- Your instructions:
Look through the data below and show every line that includes "above".

- Records shown:
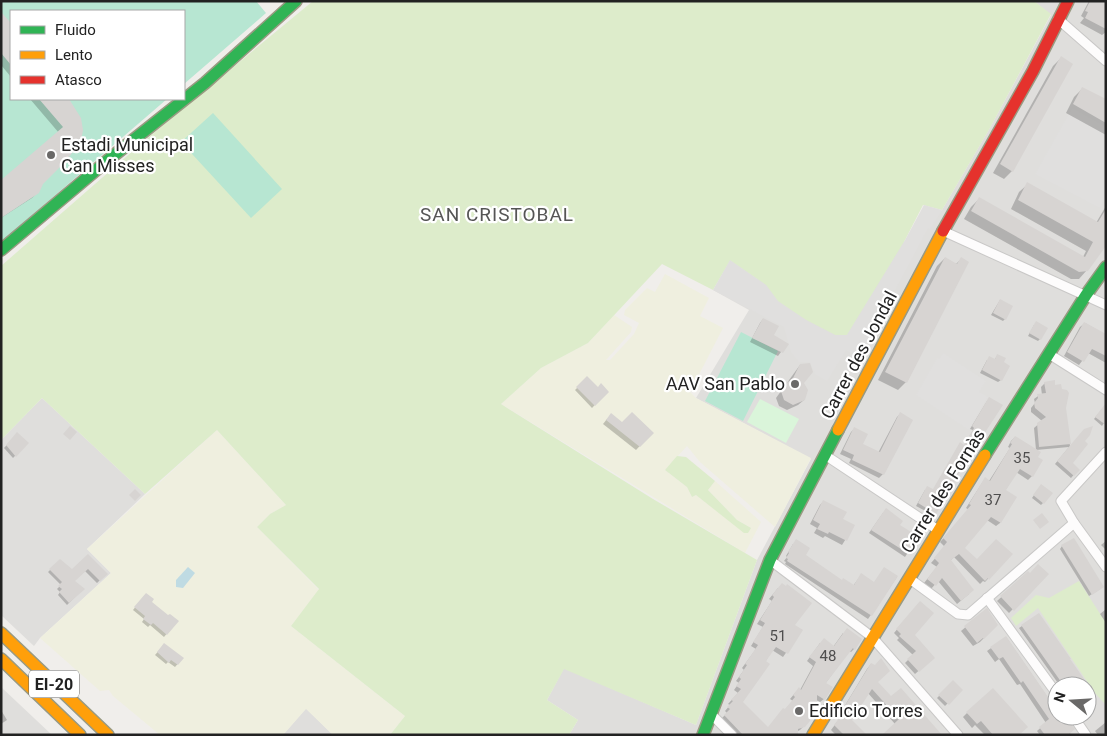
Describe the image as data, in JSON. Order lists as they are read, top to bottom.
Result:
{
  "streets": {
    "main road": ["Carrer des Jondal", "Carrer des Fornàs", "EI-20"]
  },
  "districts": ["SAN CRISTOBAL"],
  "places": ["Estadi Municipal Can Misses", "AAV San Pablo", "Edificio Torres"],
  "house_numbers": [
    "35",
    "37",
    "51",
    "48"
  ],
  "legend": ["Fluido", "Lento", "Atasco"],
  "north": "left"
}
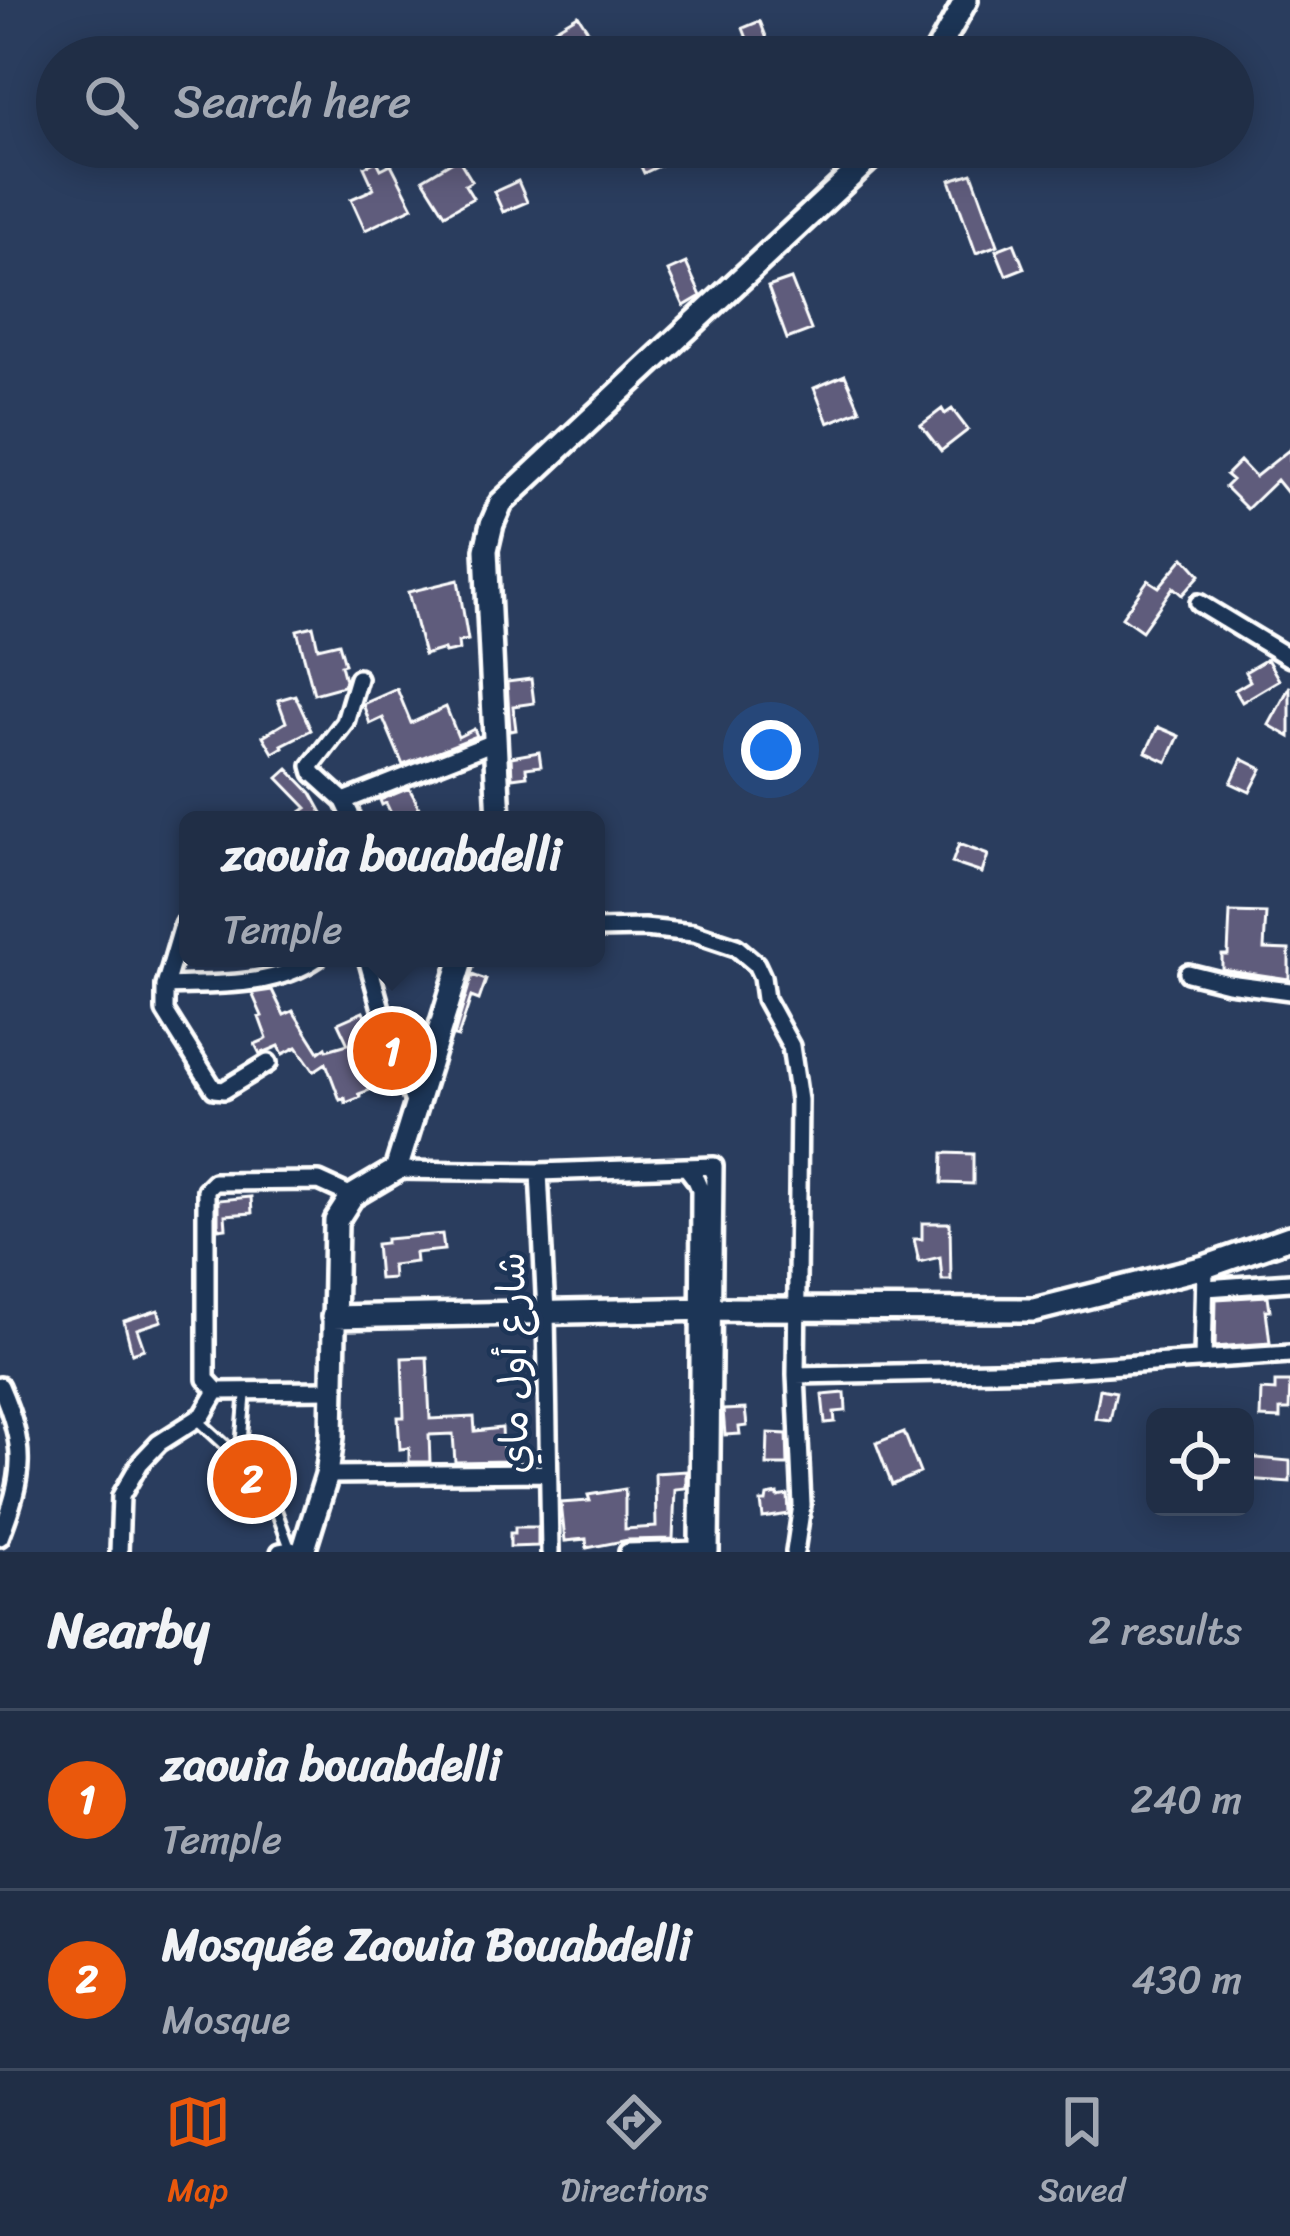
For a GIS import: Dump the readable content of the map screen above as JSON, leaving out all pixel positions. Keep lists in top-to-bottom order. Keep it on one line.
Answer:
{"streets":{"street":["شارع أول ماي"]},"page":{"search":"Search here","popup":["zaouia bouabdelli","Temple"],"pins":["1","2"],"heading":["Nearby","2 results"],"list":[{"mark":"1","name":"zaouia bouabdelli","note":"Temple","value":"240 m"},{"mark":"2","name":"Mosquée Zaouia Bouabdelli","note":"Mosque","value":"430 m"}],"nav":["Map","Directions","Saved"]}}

...

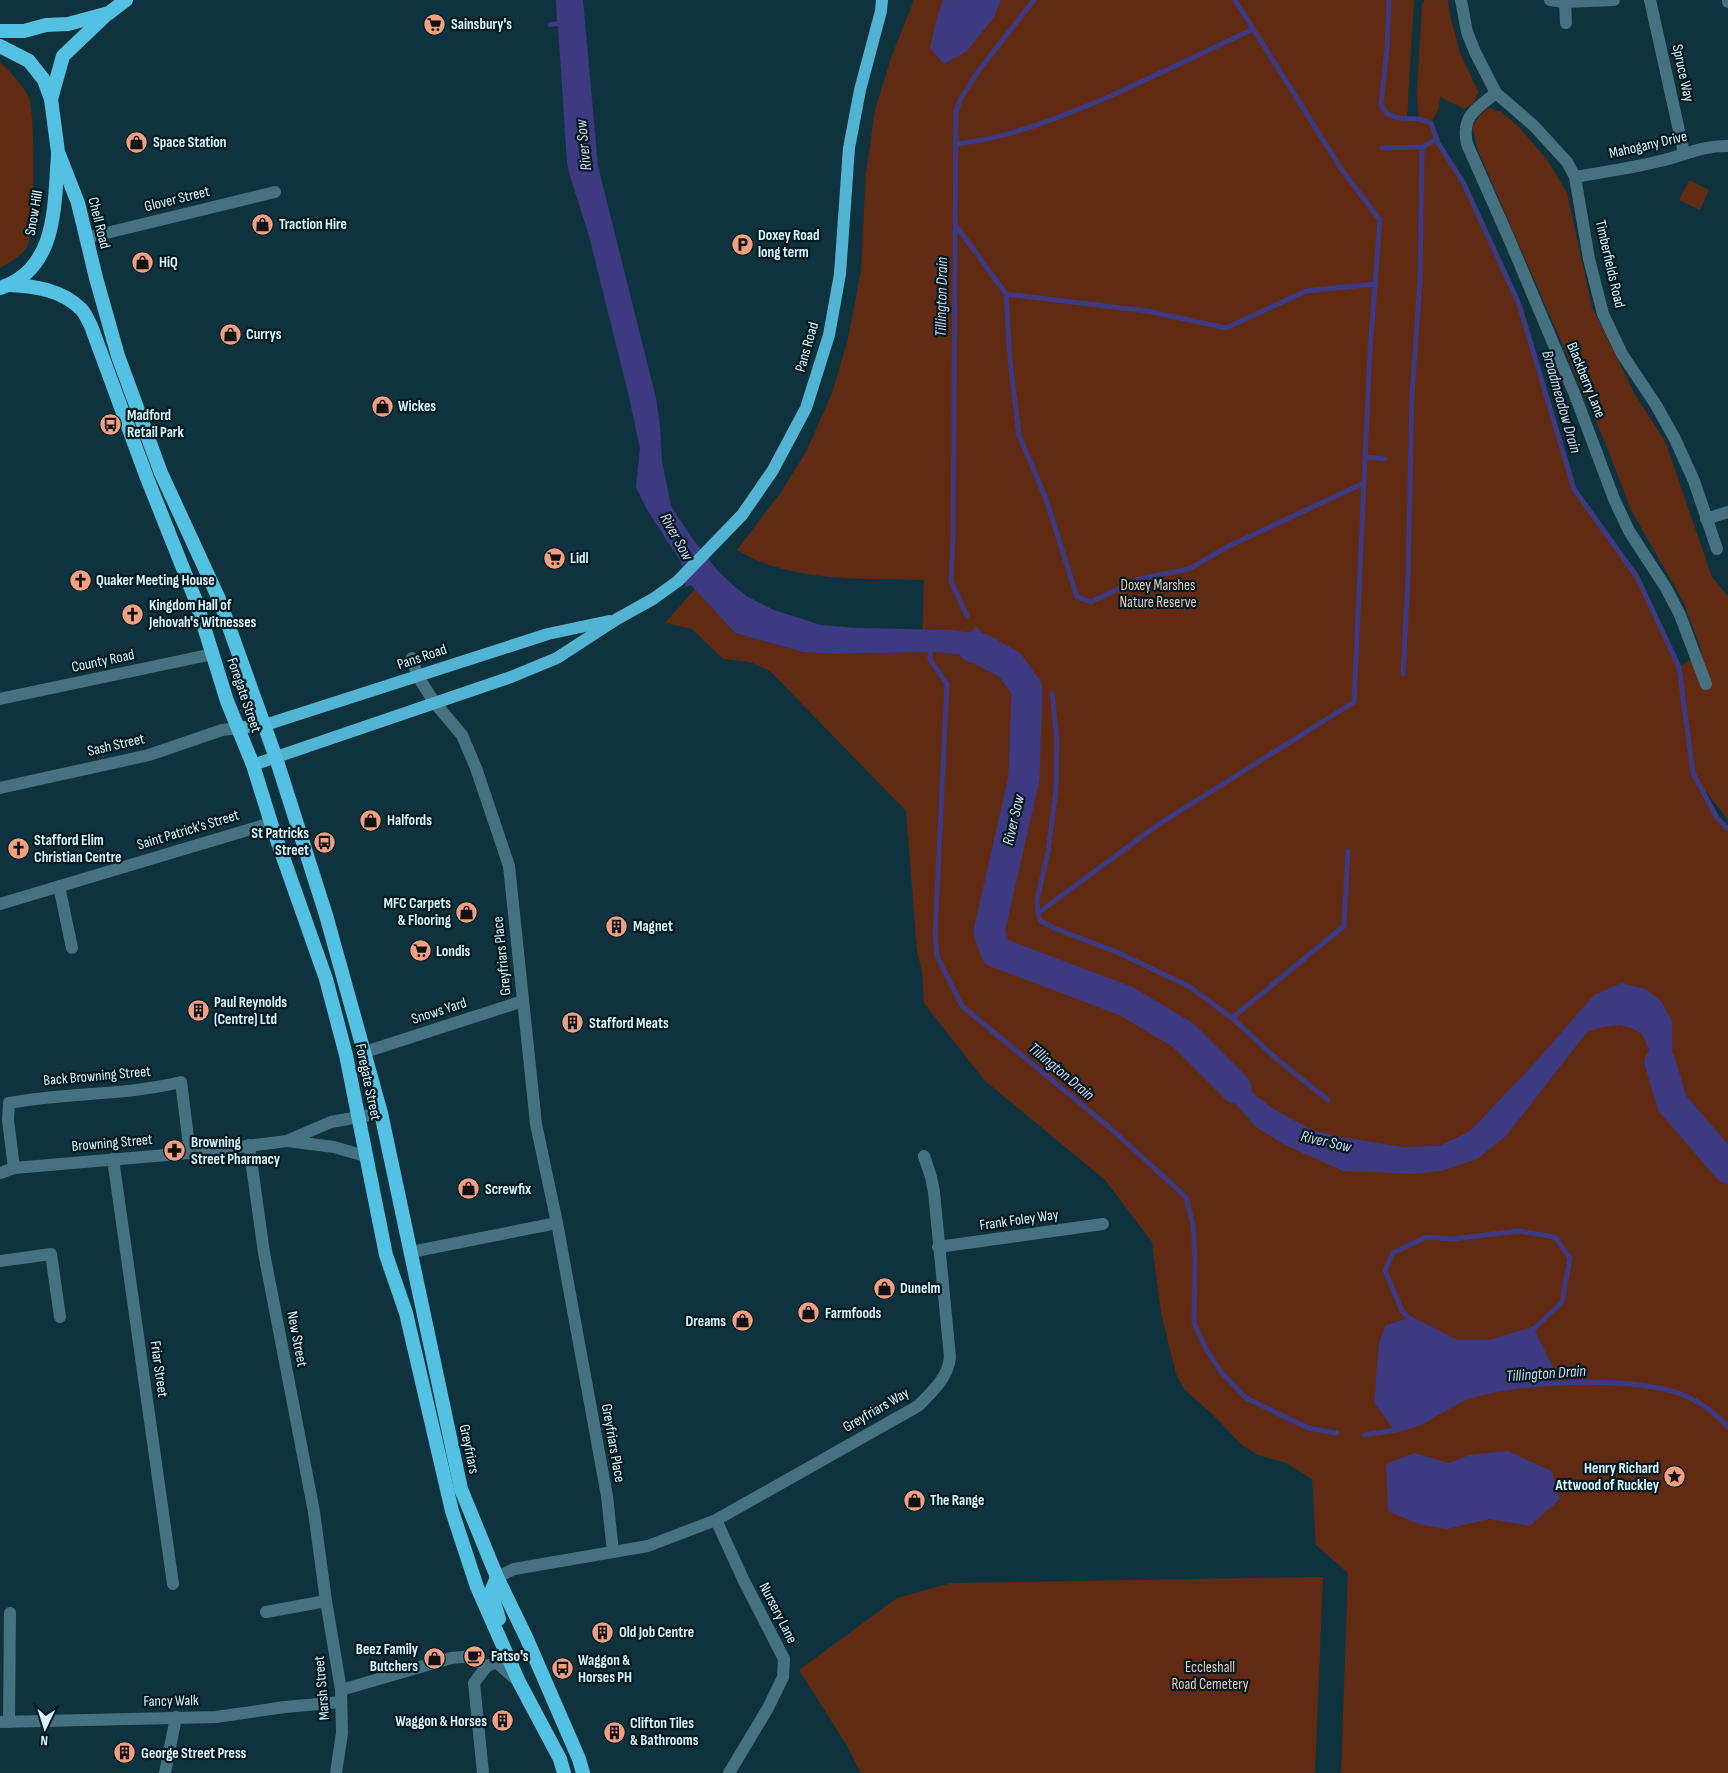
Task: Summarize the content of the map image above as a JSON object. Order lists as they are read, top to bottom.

- Task output:
For a GIS import: Dump the readable content of the map screen above as JSON, leaving out all pixel positions. Keep lists in top-to-bottom order. Keep it on one line.
Task: Summarize the content of the map image above as a JSON object. Order lists as they are read, top to bottom.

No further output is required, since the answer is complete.